::: DATA RECORDS
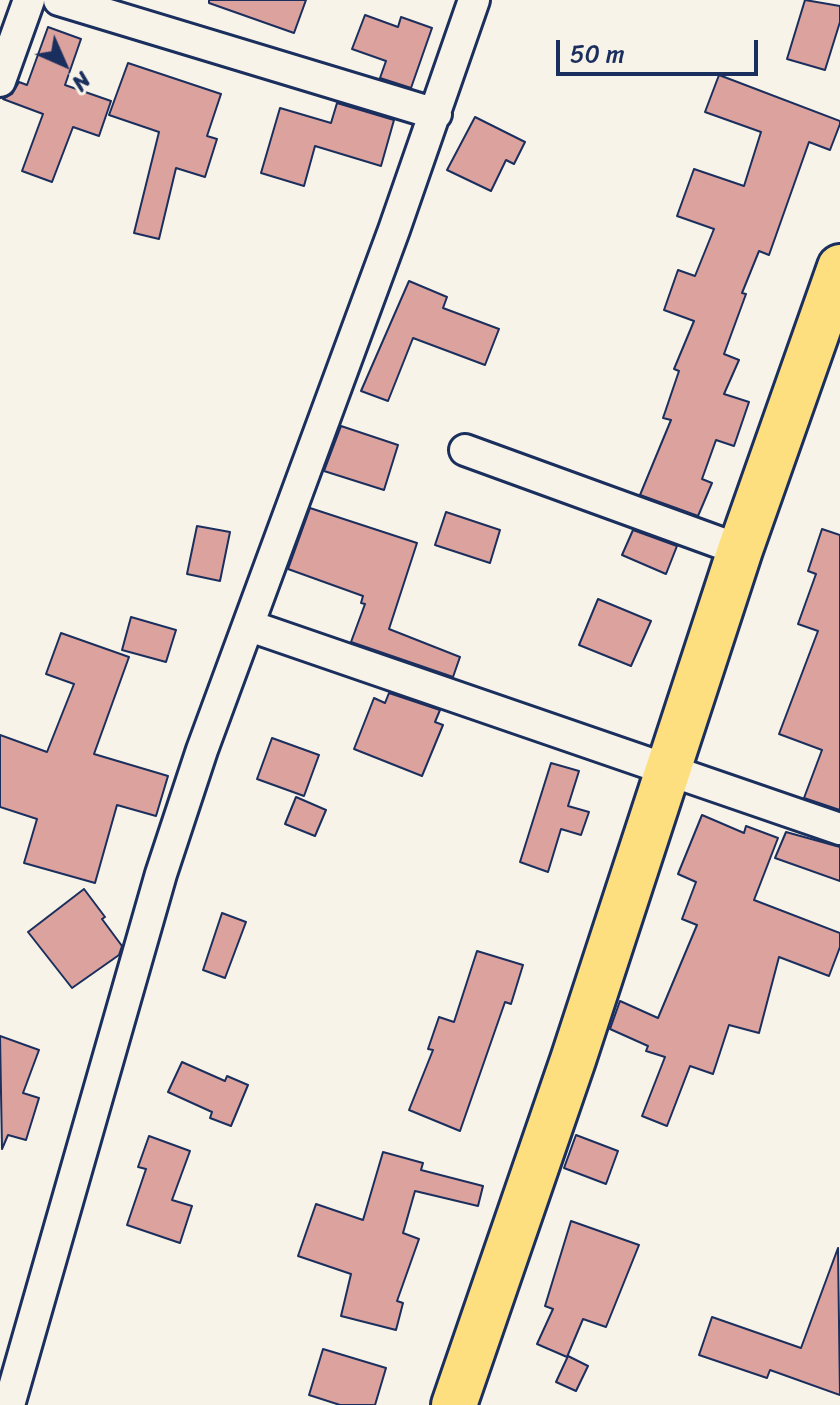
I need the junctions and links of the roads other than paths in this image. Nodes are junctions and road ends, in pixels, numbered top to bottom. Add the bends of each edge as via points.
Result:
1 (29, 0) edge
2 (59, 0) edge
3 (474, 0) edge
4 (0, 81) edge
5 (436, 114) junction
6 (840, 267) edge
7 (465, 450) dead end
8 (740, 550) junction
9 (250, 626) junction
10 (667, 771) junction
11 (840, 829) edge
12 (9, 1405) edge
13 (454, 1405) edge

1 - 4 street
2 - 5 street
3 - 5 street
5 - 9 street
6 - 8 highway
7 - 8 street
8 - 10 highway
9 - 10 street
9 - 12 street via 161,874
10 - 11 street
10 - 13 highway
::::::
::: DATA RECORDS
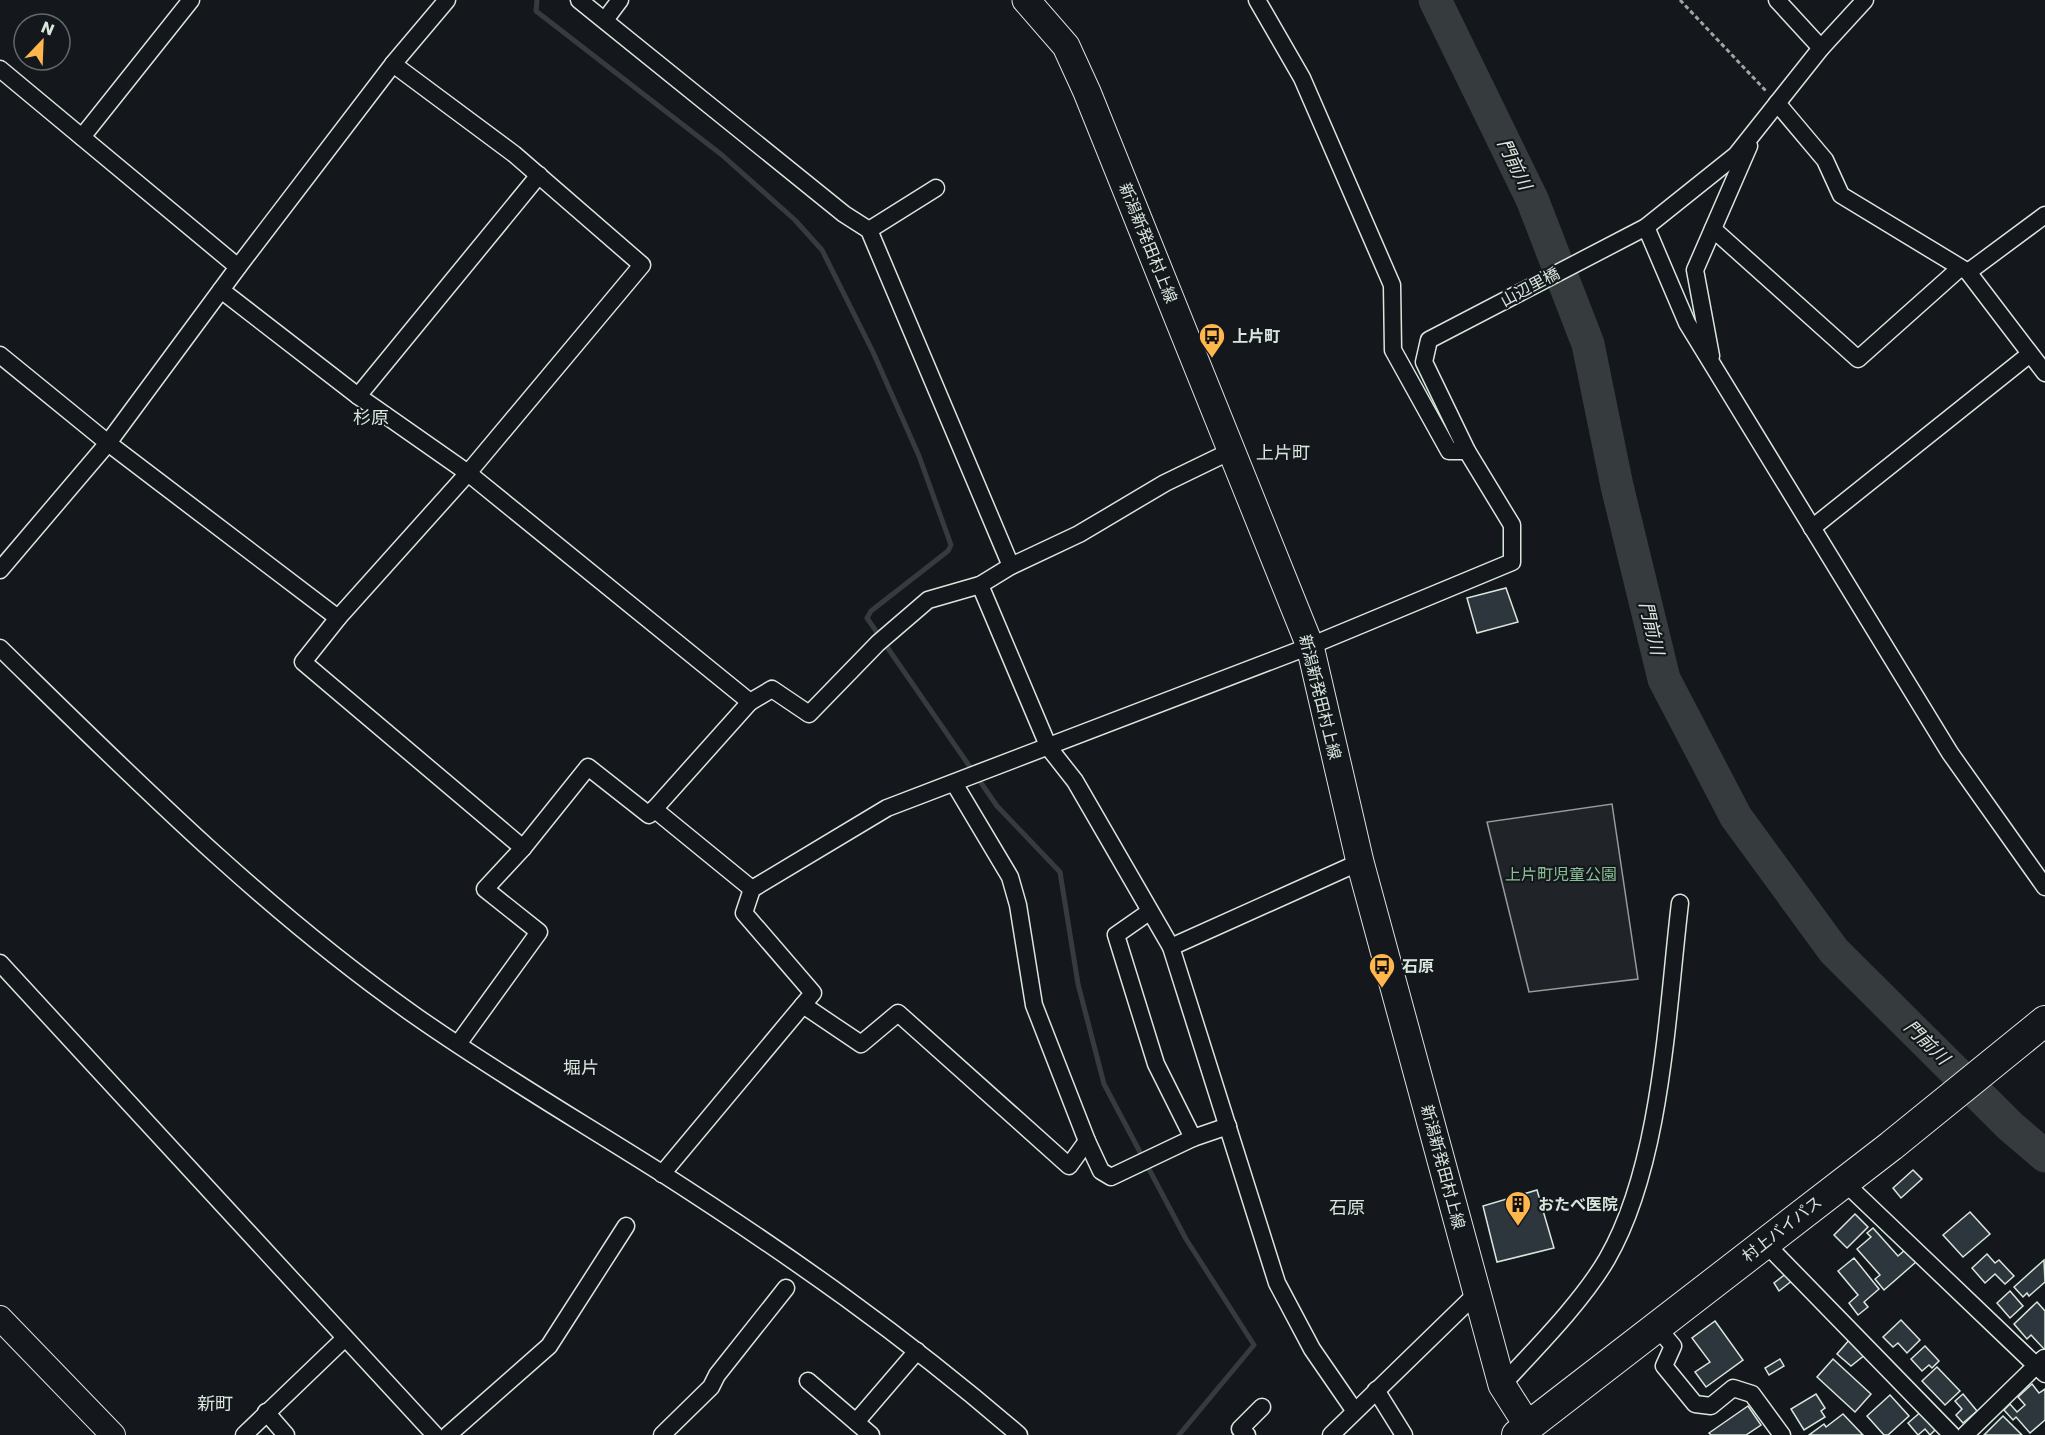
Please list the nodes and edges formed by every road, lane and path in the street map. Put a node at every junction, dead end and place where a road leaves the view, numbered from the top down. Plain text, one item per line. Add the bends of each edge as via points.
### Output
::::::
WORK ORDER: What lines above mention "bends"? Copy each one.

EXERCISE OUTPUT:
I need the junctions and links of the roads other than paths in this image. Nodes are junctions and road ends, in pixels, numbered top to bottom. Add the bends of each edge as via points.
Please list the nodes and edges formed by every road, lane and path in the street map. Put a node at every junction, dead end and place where a road leaves the view, numbered from the top down. Plain text, one item per line. Add the bends of each edge as via points.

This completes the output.